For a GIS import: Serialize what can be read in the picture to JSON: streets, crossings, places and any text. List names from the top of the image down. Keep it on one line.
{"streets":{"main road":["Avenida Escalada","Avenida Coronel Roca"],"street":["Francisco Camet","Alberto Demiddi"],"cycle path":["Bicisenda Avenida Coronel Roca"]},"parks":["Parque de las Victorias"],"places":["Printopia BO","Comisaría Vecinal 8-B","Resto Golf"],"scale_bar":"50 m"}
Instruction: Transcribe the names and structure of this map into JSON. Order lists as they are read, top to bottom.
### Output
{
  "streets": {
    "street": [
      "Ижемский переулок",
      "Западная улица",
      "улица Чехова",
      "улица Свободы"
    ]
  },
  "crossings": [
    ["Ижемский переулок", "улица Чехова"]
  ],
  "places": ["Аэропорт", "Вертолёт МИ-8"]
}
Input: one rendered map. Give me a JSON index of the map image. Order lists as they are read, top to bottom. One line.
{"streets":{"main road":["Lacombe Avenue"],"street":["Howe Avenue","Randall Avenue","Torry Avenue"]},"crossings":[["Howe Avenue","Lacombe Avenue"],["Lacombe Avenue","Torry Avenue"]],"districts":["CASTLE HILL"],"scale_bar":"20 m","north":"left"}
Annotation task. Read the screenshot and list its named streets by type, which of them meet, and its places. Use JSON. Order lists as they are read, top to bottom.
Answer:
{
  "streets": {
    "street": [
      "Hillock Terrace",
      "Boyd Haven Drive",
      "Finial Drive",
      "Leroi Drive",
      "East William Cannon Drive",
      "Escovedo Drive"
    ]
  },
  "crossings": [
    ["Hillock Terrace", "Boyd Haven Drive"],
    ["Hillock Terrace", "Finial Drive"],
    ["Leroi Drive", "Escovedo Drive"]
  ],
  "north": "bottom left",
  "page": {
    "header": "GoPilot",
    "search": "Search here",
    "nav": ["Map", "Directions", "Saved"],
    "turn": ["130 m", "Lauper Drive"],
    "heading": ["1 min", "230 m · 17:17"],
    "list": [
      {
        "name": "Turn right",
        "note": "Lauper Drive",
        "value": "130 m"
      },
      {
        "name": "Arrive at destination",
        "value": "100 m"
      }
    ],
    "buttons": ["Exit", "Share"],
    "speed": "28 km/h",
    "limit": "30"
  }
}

● ● ● ●

** Task **
Using the listing above, return word for word each line from the one that has "Input: one rendered" through the one that has "Annotation task. Read", and no line outside that range.

** Answer for this exercise **
Input: one rendered map. Give me a JSON index of the map image. Order lists as they are read, top to bottom. One line.
{"streets":{"main road":["Lacombe Avenue"],"street":["Howe Avenue","Randall Avenue","Torry Avenue"]},"crossings":[["Howe Avenue","Lacombe Avenue"],["Lacombe Avenue","Torry Avenue"]],"districts":["CASTLE HILL"],"scale_bar":"20 m","north":"left"}
Annotation task. Read the screenshot and list its named streets by type, which of them meet, and its places. Use JSON. Order lists as they are read, top to bottom.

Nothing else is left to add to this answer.